Background information
- Born: December 15, 1948 Ehime Prefecture, Japan
- Died: October 17, 2020 (aged 71) Kawasaki, Kanagawa, Japan
- Genres: Jazz, jazz fusion, avant-garde jazz
- Occupations: Trumpeter, composer
- Instrument: Trumpet

= Toshinori Kondo =

Japanese jazz trumpeter (1948–2020)

Toshinori Kondo (近藤 等則, Kondō Toshinori) was a Japanese trumpeter known for working avant-garde jazz and jazz fusion.

==Career==
Kondo was born in Ehime Prefecture.
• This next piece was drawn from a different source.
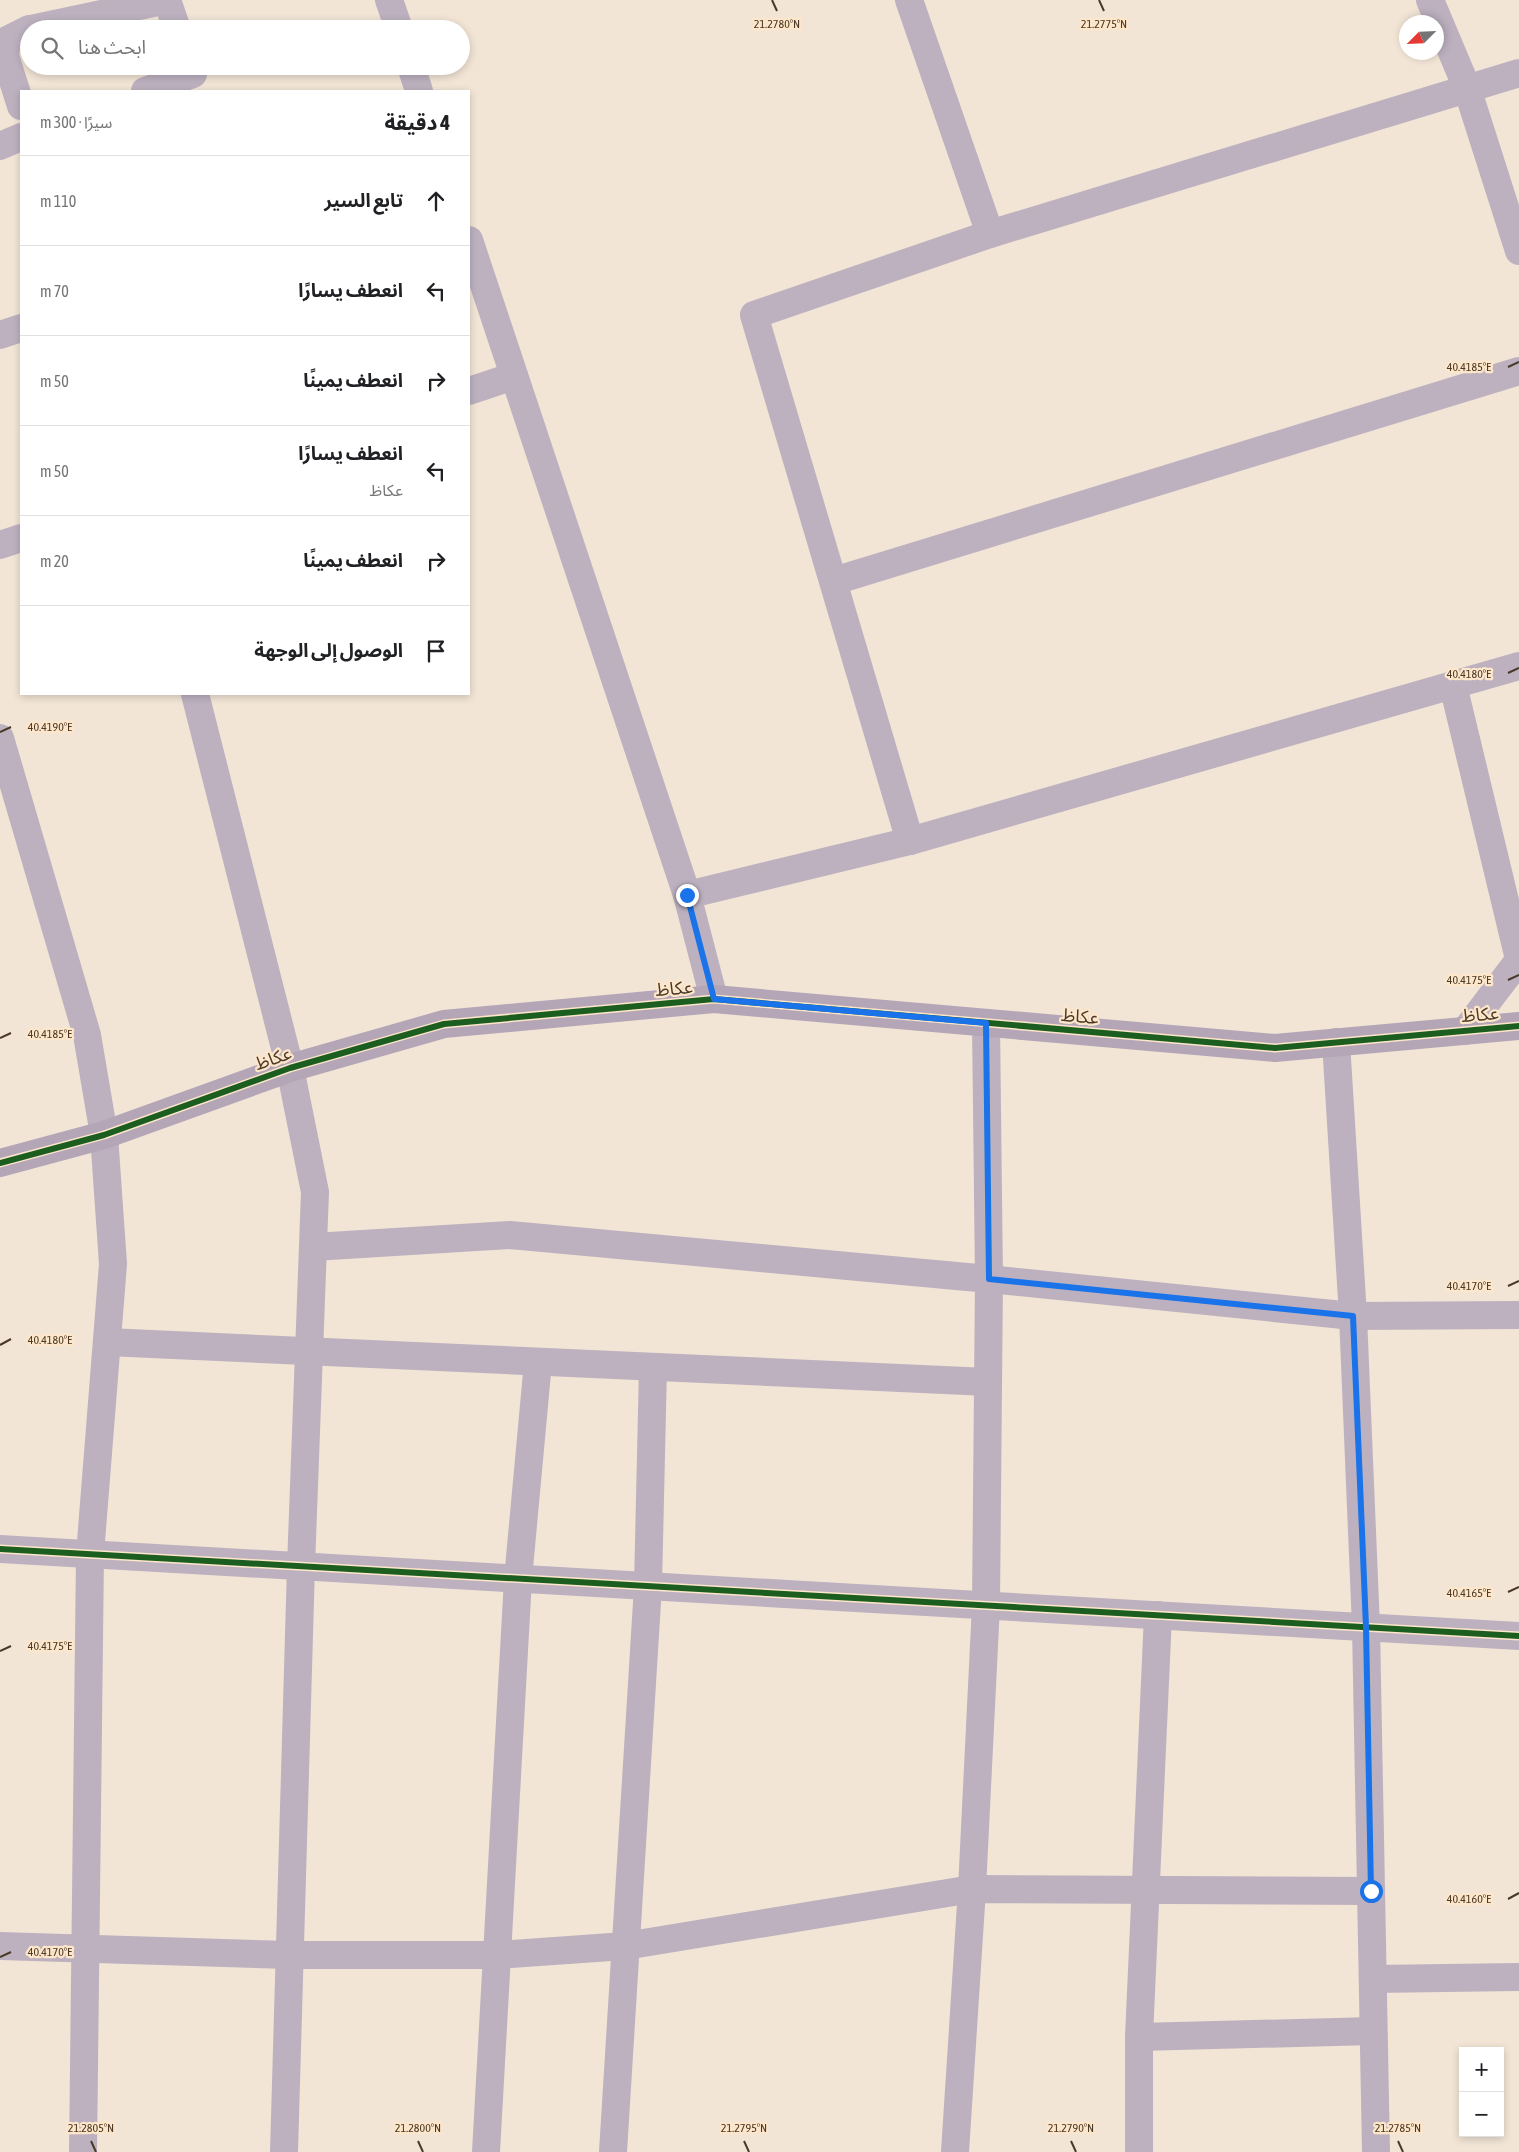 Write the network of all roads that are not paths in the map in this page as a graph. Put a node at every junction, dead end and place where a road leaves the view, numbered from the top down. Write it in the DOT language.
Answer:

He attended Kyoto university in 1967, and became close friends with percussionist Tsuchitori Toshiyuki. In 1972 the pair left university, and Toshiyuki went on to work with Peter Brook, while Kondo joined Yosuke Yamashita. In 1978 he moved to New York, and began performing with Bill Laswell, John Zorn, Fred Frith, and Eraldo Bernocchi. A year later he released his first recording, toured Europe with Eugene Chadbourne, and collaborated with European musicians such as Peter Brötzmann. Returning to Japan, he worked with Ryuichi Sakamoto, Kazumi Watanabe, and Herbie Hancock. In the mid-1980s he began focusing on his own career, blending his avant-garde origins with electronic music. In the 1990s he was part of the collective called Die Like a Dog whose first album Fragments Of Music, Life And Death of Albert Ayler was released in 1994. In 2002, he worked on an international peace festival in Hiroshima after being approached by the Dalai Lama about organizing one. He was a former member of Praxis. Kondo cooperated with Bill Laswell to make the album Inamorata in 2007.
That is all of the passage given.